INVESTIGADORES
TOMEZZOLI Renata Nela
congresos y reuniones científicas
Título:
When did the deformation along the South Western Gondwana margin begin?
Autor/es:
TOMEZZOLI, R.N.
Lugar:
Buzios
Reunión:
Congreso; Gondwana meeting; 2011
Resumen:
SESSION 2 – GONDWANIDES Conveners: I. Dalziel (USA), Renata Nela Tomezzoli (Argentina) and  Maarten de Wit (South Africa) ian@utig.ig.utexas.edu, renata@gl.fcen.uba.ar, Maarten.DeWit@uct.ac.za The Gondwanide Orogeny: In his classic 1937 book "Our Wandering Continents", the South African geologist Alex Du Toit mapped his "Samfrau Geosyncline" from the Sierra de La Ventana of Argentina into the Cape Mountains of South Africa and through a then unknown part of Antarctica to eastern Australia.

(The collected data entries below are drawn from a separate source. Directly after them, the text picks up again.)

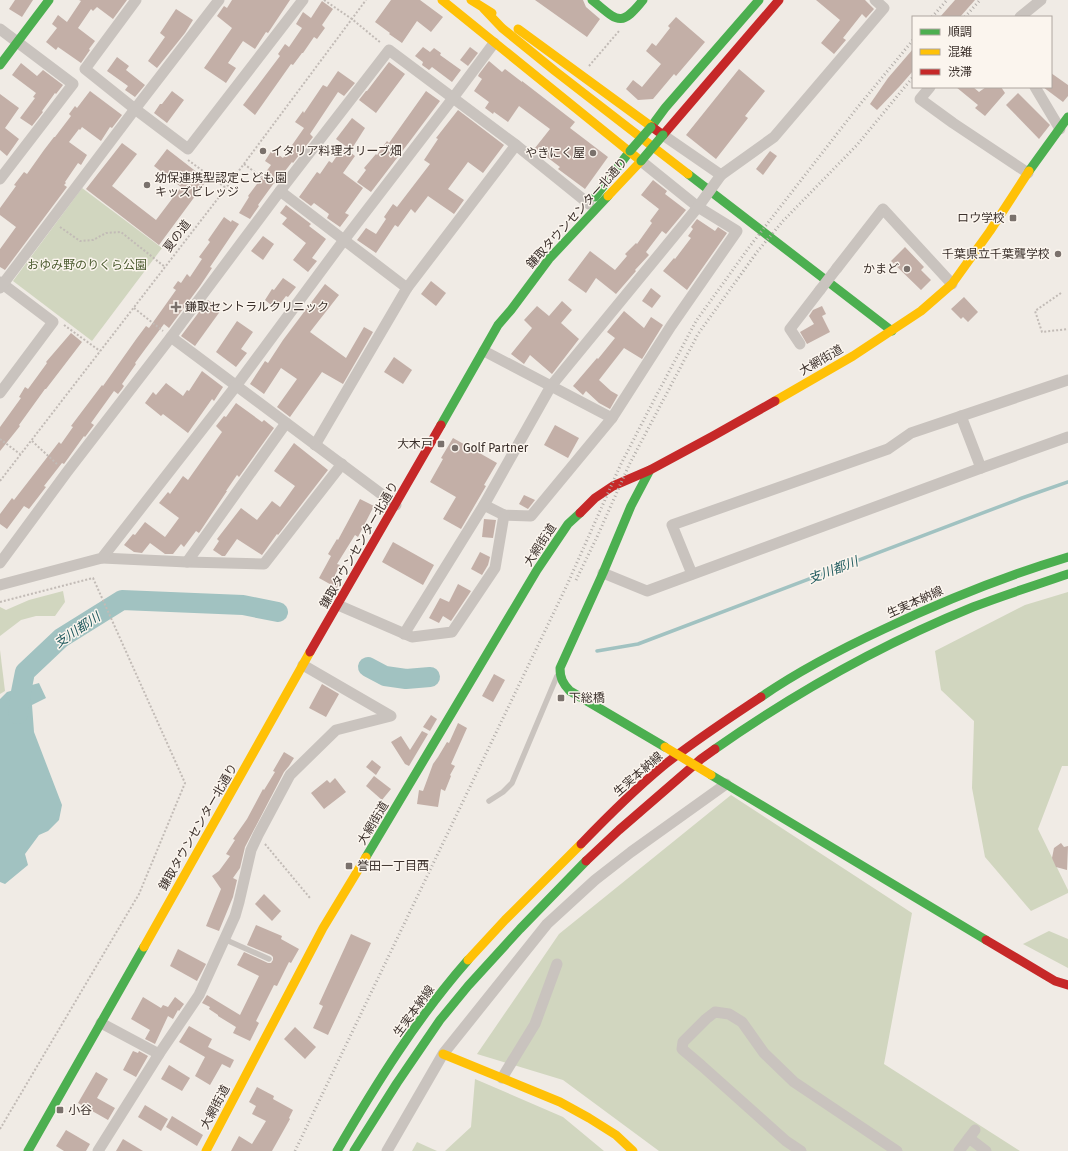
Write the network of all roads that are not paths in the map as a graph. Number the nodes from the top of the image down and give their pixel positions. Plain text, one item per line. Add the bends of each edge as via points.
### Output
1 (49, 0) edge
2 (136, 0) edge
3 (219, 0) edge
4 (303, 0) edge
5 (443, 0) edge
6 (471, 0) edge
7 (592, 0) edge
8 (643, 0) edge
9 (759, 0) edge
10 (779, 0) edge
11 (875, 0) edge
12 (1041, 0) edge
13 (484, 9) junction
14 (1021, 16) edge
15 (0, 29) edge
16 (17, 42) junction
17 (494, 43) junction
18 (0, 65) edge
19 (555, 72) junction
20 (929, 88) edge
21 (1036, 88) edge
22 (453, 98) junction
23 (135, 109) junction
24 (1068, 117) edge
25 (650, 127) junction
26 (1060, 129) junction
27 (663, 135) junction
28 (516, 145) junction
29 (630, 151) junction
30 (641, 161) junction
31 (1028, 174) junction
32 (721, 175) junction
33 (0, 179) edge
34 (280, 191) junction
35 (589, 204) junction
36 (698, 207) junction
37 (344, 240) junction
38 (952, 284) junction
39 (1, 285) edge
40 (407, 288) junction
41 (498, 325) junction
42 (892, 331) junction
43 (171, 337) junction
44 (800, 344) dead end
45 (484, 351) junction
46 (1068, 380) edge
47 (236, 386) junction
48 (550, 386) junction
49 (0, 393) edge
50 (961, 416) junction
51 (612, 418) junction
52 (286, 423) junction
53 (1068, 437) edge
54 (315, 445) junction
55 (342, 464) junction
56 (981, 468) junction
57 (650, 470) junction
58 (396, 505) junction
59 (484, 505) junction
60 (504, 515) junction
61 (1068, 557) edge
62 (102, 558) junction
63 (187, 562) junction
64 (0, 563) edge
65 (603, 573) junction
66 (692, 574) junction
67 (1068, 574) edge
68 (0, 585) edge
69 (338, 605) junction
70 (404, 634) junction
71 (303, 666) junction
72 (560, 668) junction
73 (726, 784) junction
74 (489, 801) dead end
75 (224, 939) junction
76 (269, 959) dead end
77 (557, 964) dead end
78 (1068, 985) edge
79 (101, 1023) junction
80 (158, 1054) junction
81 (443, 1054) junction
82 (502, 1078) junction
83 (28, 1151) edge
84 (98, 1151) edge
85 (206, 1151) edge
86 (337, 1151) edge
87 (354, 1151) edge
88 (388, 1151) edge
89 (633, 1151) edge
90 (800, 1151) edge
91 (896, 1151) edge
92 (959, 1151) edge
93 (986, 1151) edge

1 - 16 street
2 - 23 street via 85,69
3 - 23 street
4 - 23 street via 188,149
5 - 17 street
5 - 19 street
6 - 13 street
7 - 8 street via 621,20 631,15
9 - 25 street, 鎌取タウンセンター北通り
10 - 27 street, 鎌取タウンセンター北通り
11 - 32 street via 884,8 774,136
12 - 14 street
13 - 19 street via 502,28
13 - 25 street via 506,21
15 - 16 street
16 - 18 street
16 - 33 street via 73,84
17 - 22 street
17 - 29 street
19 - 42 street
20 - 31 street via 920,99
21 - 26 street
22 - 28 street
22 - 34 street via 389,50
22 - 37 street
23 - 39 street
24 - 26 street, 大網街道
25 - 27 street
25 - 29 street, 鎌取タウンセンター北通り, bridge
26 - 31 street, 大網街道
27 - 30 street, 鎌取タウンセンター北通り, bridge
27 - 32 street
28 - 35 street
28 - 40 street
29 - 30 street
29 - 35 street, 鎌取タウンセンター北通り
30 - 36 street
30 - 41 street, 鎌取タウンセンター北通り via 549,259
31 - 38 street, 大網街道
32 - 36 street, bridge
34 - 37 street
34 - 43 street
35 - 41 street, 鎌取タウンセンター北通り via 524,279
36 - 48 street
36 - 51 street via 737,231 671,326
37 - 40 street
37 - 47 street
38 - 42 street, 大網街道 via 921,311
38 - 44 street, bridge via 883,209 790,329
39 - 49 street via 53,322
40 - 54 street
41 - 45 street, 鎌取タウンセンター北通り
42 - 57 street, 大網街道 via 853,356
43 - 47 street
43 - 64 street
45 - 48 street
45 - 58 street, 鎌取タウンセンター北通り
46 - 50 street
47 - 52 street
47 - 62 street
48 - 51 street
48 - 59 street
50 - 56 street
50 - 66 street via 911,433 888,448 672,525
51 - 60 street via 531,516
52 - 54 street
52 - 63 street
53 - 56 street
54 - 55 street
55 - 58 street
55 - 63 street via 264,564
56 - 66 street
57 - 65 street via 631,506
57 - 85 street, 大網街道 via 613,486 595,498 568,524 554,543 323,928
58 - 69 street, 鎌取タウンセンター北通り
59 - 60 street
59 - 70 street
60 - 70 street via 496,568 452,632 412,637
61 - 86 street, 生実本納線 via 980,587 871,634 768,691 654,773 491,934 453,978 406,1041
62 - 63 street
62 - 68 street
65 - 66 street via 647,591
65 - 72 street
67 - 87 street via 974,607 895,642 751,724 701,759 590,857 468,986 436,1026
69 - 70 street
69 - 71 street, 鎌取タウンセンター北通り
71 - 75 street via 391,716 336,730 290,774 258,835 250,855 235,916
71 - 79 street, 鎌取タウンセンター北通り
72 - 73 street, bridge via 562,682 570,691
72 - 74 lane via 512,783
73 - 78 street via 1055,981
73 - 81 street via 595,880 547,924
75 - 76 lane
75 - 80 street via 198,995
77 - 82 street via 535,1024
79 - 80 street
79 - 83 street, 鎌取タウンセンター北通り
80 - 84 street
81 - 82 street
81 - 88 street
82 - 89 street via 560,1102 589,1118 616,1135
90 - 91 street via 786,1142 682,1049 683,1042 715,1012 729,1014 742,1022 764,1053 794,1082
92 - 93 street via 972,1134

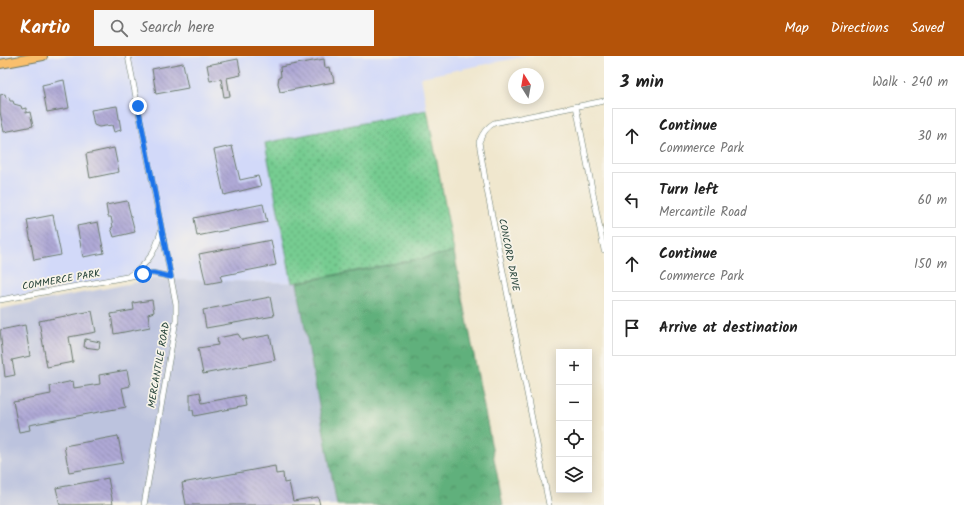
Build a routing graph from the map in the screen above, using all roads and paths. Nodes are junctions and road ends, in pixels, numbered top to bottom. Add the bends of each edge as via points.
1 (43, 56) edge
2 (128, 56) edge
3 (0, 64) edge
4 (604, 101) edge
5 (576, 106) junction
6 (162, 228) junction
7 (604, 250) edge
8 (126, 277) junction
9 (171, 277) junction
10 (0, 300) edge
11 (144, 505) edge
12 (549, 505) edge

1 - 3 main road
2 - 6 street, COMMERCE PARK
4 - 5 street, CONCORD DRIVE
5 - 7 street
5 - 12 street, CONCORD DRIVE via 494,123 485,131 479,142
6 - 8 street, COMMERCE PARK via 152,257 138,271
6 - 9 street, MERCANTILE ROAD
8 - 9 street, COMMERCE PARK via 153,273
8 - 10 street, COMMERCE PARK
9 - 11 street, MERCANTILE ROAD via 176,320

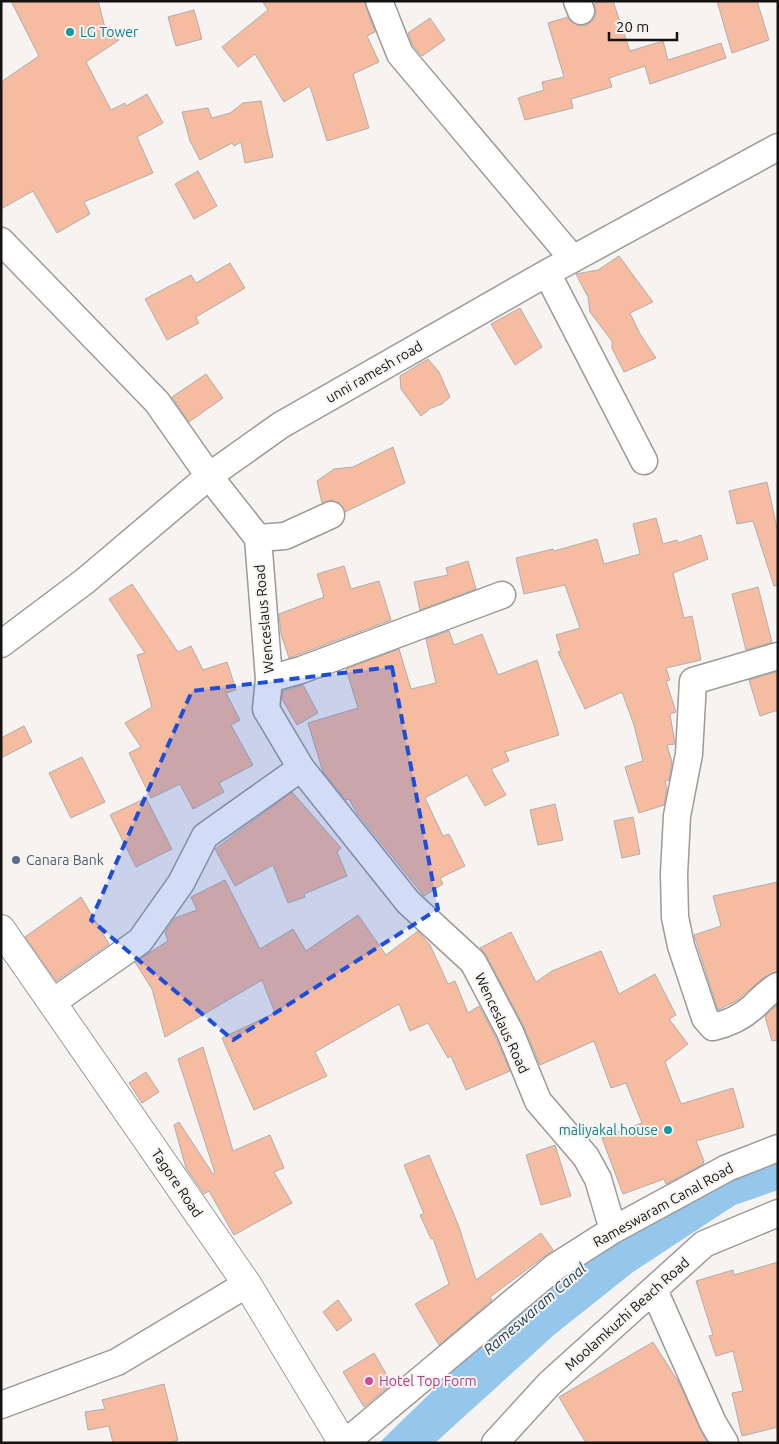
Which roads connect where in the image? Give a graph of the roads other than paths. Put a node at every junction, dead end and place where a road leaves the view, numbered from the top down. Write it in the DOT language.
graph roads {
  1 [pos="379,1"];
  2 [pos="778,147"];
  3 [pos="1,241"];
  4 [pos="573,259"];
  5 [pos="547,273"];
  6 [pos="644,461"];
  7 [pos="209,476"];
  8 [pos="331,515"];
  9 [pos="258,538"];
  10 [pos="502,595"];
  11 [pos="1,644"];
  12 [pos="778,656"];
  13 [pos="269,679"];
  14 [pos="302,768"];
  15 [pos="1,930"];
  16 [pos="778,986"];
  17 [pos="53,1002"];
  18 [pos="778,1148"];
  19 [pos="778,1213"];
  20 [pos="613,1230"];
  21 [pos="246,1284"];
  22 [pos="654,1290"];
  23 [pos="1,1405"];
  24 [pos="344,1443"];
  25 [pos="495,1443"];
  26 [pos="724,1443"];
  1 -- 4 [label="street"];
  2 -- 4 [label="street, unni ramesh road"];
  3 -- 7 [label="street"];
  4 -- 5 [label="street, unni ramesh road"];
  5 -- 6 [label="street"];
  5 -- 7 [label="street, unni ramesh road"];
  7 -- 9 [label="street"];
  7 -- 11 [label="street, unni ramesh road"];
  8 -- 9 [label="street"];
  9 -- 13 [label="street, Wenceslaus Road"];
  10 -- 13 [label="street"];
  12 -- 16 [label="street"];
  13 -- 14 [label="street, Wenceslaus Road"];
  14 -- 17 [label="street"];
  14 -- 20 [label="street, Wenceslaus Road"];
  15 -- 17 [label="main road, Tagore Road"];
  17 -- 21 [label="main road, Tagore Road"];
  18 -- 20 [label="street, Rameswaram Canal Road"];
  19 -- 22 [label="street, Moolamkuzhi Beach Road"];
  20 -- 24 [label="street, Rameswaram Canal Road"];
  21 -- 23 [label="street"];
  21 -- 24 [label="main road, Tagore Road"];
  22 -- 25 [label="street, Moolamkuzhi Beach Road"];
  22 -- 26 [label="street"];
}
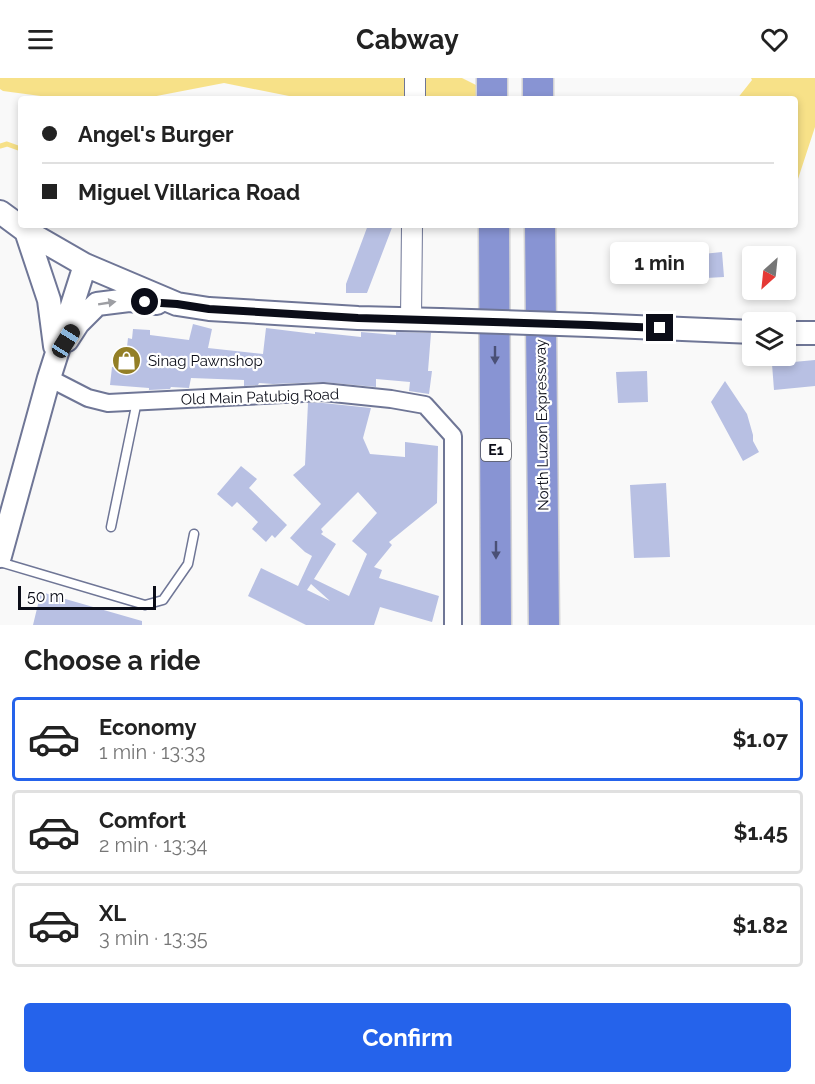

He thereby used widely separated parts of what we now call the Gondwanide orogen as piercing points in reconstructing Gondwanaland and arguing for the hypothesis of continental drift. With the aid of marine and satellite geophysics, detailed geologic studies and paleomagnetism, we can now accurately trace the Gondwanides from South America and Africa through the restored Lafonian and Ellsworth-Whitmore microplates to the Pensacola Mountains along the Transantarctic Mountains front. There are, however, several outstanding questions concerning the orogen, the nature and the cause of the Gondwanide orogeny. Does the orogen really extend to eastern Australia? Did all the deformation of the Cambrian to Permian succession occur after the deposition of Glossopteris-bearing Permian strata, or was there an earlier phase? What was the cause of the deformation in an orogen far inboard of the Pacific margin of Gondwanaland, at least in South American, Africa and Antarctica? The session is planned to bring together workers in every sector of this important and enigmatic, and now far flung orogen. A Gondwana meeting on the Atlantic coast of South America seems an ideal place to convene such a session.